Thank you. This is Dan Clark on for D.K. Just one from us. Following the coverage win in 2Q20, how should we think about the potential further uplift in volumes from that win over the next several quarters and any further implications to net price from that deal for the remainder of the year and into 2022? Thank you.
So we think that the continued penetration into that particular plan is going to continue to grow. As I mentioned earlier, you know, we're up 60%, or Tom mentioned we're up 60% already after just a few months. We think that that trajectory will continue to grow. We've got folks that are up 2.5x from their baselines. And so, you know, we think that there's an awful lot of room for growth and continued growth. And we see that, by the way, across all plans because the things that we're doing in the plan that we signed back in May are we're duplicating across the country with all the plans where we have contracts. And as I mentioned, it's telesales activity to making sure people know that what plans we have coverage in will spread that out over the country. So we hope that those revenues will continue. We're not making any projections about Q4. I've got to tell you that we do see – some pretty nice growth already in terms of our net sales out from wholesalers to retail. And we report those out. And you can see sort of the trajectory of those numbers in our latest slide deck that we put up on the site. And so again, we do see that occurring. But making projections at this point, we're not quite ready. And as I mentioned, the only thing that we don't know is are we going to see, because of some spike in one state, sort of a contraction of the business there or a handful of those states. And so that's the only reason why I can't actually be predictive about this. And so that does make it a little bit more difficult for us. And in terms of the impact on that price, we've seen most of the hit already relative to the newest contract. And so anytime that we sign another big deal, just like the one that we signed back in May, we'll tell you about it and we'll let you know whether that's going to have any kind of impact on that price. But we're being pretty careful about the kinds of deals we sign just to make sure we balance out the opportunity relative to growing the business if we're going to give up rebates. And so for now, I think we're We've got a pretty steady hand on this thing, and that upper 70s is as good a number as we can give you right now. Great.
Thank you.
Yes, sir.
Thank you. There are no further questions at this time. I would now like to turn the call over back to Vince Anita, ARIES Chairman and Chief Executive Officer, for final remarks.

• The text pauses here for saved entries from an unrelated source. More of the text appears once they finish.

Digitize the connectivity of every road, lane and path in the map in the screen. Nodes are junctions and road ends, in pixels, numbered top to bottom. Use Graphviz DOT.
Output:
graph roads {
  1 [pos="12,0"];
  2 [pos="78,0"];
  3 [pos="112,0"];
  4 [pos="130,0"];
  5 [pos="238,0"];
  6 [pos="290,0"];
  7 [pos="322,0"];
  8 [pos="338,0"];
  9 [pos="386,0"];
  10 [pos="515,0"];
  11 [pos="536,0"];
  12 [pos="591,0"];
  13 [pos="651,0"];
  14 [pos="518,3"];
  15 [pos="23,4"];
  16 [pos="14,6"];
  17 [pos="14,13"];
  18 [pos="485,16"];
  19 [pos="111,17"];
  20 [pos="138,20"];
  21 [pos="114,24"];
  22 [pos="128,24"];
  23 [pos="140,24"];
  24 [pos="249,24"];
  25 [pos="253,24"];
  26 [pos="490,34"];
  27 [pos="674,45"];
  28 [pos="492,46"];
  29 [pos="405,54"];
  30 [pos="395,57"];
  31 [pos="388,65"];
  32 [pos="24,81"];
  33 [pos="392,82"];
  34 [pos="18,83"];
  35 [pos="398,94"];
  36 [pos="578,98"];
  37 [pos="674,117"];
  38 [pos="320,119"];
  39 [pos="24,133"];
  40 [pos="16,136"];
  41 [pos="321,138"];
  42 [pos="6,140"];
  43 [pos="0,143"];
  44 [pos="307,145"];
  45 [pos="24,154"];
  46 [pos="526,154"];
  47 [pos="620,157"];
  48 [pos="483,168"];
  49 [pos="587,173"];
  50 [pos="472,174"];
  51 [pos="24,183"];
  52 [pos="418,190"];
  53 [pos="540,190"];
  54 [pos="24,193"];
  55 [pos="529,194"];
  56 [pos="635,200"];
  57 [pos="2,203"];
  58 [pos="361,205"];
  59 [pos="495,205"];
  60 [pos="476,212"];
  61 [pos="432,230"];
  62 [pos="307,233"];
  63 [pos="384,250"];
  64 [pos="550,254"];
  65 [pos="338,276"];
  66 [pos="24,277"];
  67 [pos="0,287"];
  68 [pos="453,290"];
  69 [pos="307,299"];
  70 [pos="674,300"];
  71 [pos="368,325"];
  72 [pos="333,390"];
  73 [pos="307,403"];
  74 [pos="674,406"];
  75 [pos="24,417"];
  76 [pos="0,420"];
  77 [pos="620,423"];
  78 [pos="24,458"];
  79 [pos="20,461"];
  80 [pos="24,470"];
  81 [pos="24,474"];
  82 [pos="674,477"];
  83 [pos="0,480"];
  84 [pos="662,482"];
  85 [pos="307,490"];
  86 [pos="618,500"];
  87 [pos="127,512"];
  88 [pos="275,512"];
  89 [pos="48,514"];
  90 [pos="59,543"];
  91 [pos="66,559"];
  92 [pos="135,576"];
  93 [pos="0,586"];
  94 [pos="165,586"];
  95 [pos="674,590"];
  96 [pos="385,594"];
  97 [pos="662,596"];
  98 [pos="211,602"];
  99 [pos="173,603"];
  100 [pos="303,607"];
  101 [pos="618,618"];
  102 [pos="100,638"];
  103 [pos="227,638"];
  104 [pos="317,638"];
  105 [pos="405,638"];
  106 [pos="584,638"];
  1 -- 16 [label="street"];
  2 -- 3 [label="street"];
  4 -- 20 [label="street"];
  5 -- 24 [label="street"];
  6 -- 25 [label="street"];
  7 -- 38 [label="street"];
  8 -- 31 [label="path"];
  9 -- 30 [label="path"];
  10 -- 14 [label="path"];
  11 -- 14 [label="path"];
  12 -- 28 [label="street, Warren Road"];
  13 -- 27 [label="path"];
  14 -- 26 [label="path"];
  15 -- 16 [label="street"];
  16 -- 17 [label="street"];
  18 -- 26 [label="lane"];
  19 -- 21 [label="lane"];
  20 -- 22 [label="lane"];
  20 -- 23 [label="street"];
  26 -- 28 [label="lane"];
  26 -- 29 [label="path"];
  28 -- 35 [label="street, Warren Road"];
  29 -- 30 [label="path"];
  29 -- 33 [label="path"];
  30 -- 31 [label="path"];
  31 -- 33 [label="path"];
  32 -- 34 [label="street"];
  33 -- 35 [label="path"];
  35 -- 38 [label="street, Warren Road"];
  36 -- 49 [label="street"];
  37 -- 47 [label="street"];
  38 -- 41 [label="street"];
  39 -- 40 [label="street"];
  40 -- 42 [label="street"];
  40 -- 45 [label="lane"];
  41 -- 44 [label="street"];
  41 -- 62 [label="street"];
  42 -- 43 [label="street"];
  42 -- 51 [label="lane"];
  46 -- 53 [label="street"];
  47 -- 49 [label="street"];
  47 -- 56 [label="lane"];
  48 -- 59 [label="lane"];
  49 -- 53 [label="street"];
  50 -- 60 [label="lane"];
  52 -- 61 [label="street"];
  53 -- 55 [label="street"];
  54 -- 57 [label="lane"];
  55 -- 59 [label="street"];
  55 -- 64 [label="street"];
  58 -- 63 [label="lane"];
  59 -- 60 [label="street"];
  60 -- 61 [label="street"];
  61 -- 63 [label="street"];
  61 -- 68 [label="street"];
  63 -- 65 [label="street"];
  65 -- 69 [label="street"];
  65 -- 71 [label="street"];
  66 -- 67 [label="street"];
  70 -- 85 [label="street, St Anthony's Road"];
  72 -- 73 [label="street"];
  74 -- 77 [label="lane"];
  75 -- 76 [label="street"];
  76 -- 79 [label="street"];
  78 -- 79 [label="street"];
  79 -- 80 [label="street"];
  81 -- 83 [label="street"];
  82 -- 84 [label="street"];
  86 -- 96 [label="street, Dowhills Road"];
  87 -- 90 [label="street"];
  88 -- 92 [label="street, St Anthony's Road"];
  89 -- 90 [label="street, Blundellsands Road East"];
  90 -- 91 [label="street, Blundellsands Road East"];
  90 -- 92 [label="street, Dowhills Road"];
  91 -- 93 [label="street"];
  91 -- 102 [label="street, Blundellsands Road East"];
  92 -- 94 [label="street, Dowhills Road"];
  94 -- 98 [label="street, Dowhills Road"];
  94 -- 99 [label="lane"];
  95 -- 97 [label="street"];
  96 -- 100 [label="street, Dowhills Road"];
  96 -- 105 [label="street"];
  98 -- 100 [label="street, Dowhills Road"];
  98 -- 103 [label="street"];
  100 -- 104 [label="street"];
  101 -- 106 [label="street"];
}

Thanks, Jerome, and thanks, everybody, for the questions. And I know you're in a busy time, and I appreciate you taking the time to listen to our call. We think that we had a great quarter and served everything from a commercial point of view in terms of what we've been able to do with the repression in Rakuten, along with building the pipeline and looking at the prospects for products like 1105 out into the marketplace is great, and then also continuing to build our overall company with the international efforts, and that Santan deal was a a great first step and are looking forward to seeing, you know, we can duplicate, um, uh, the success there, um, as we start talking about Europe and other territories. And so we're excited about, um, everything that we've been able to accomplish. We certainly are excited about the financial prospects. I don't have to talk as slowly as Rich did, uh, in terms of making sure that you understand. I think you do that, you know, we had a great financial quarter, right? So, uh, you know, adding, uh, The upfront payment from the Japanese deal on top of our cash balances combined with the continued growth of our revenues along with control on expenses, that certainly has led us to low cash burn rates. And we're excited about being able to perform that way and look forward to doing so on an ongoing basis. So again, thank you for the time and have a good evening.
Thank you. This concludes today's conference call. You may now disconnect.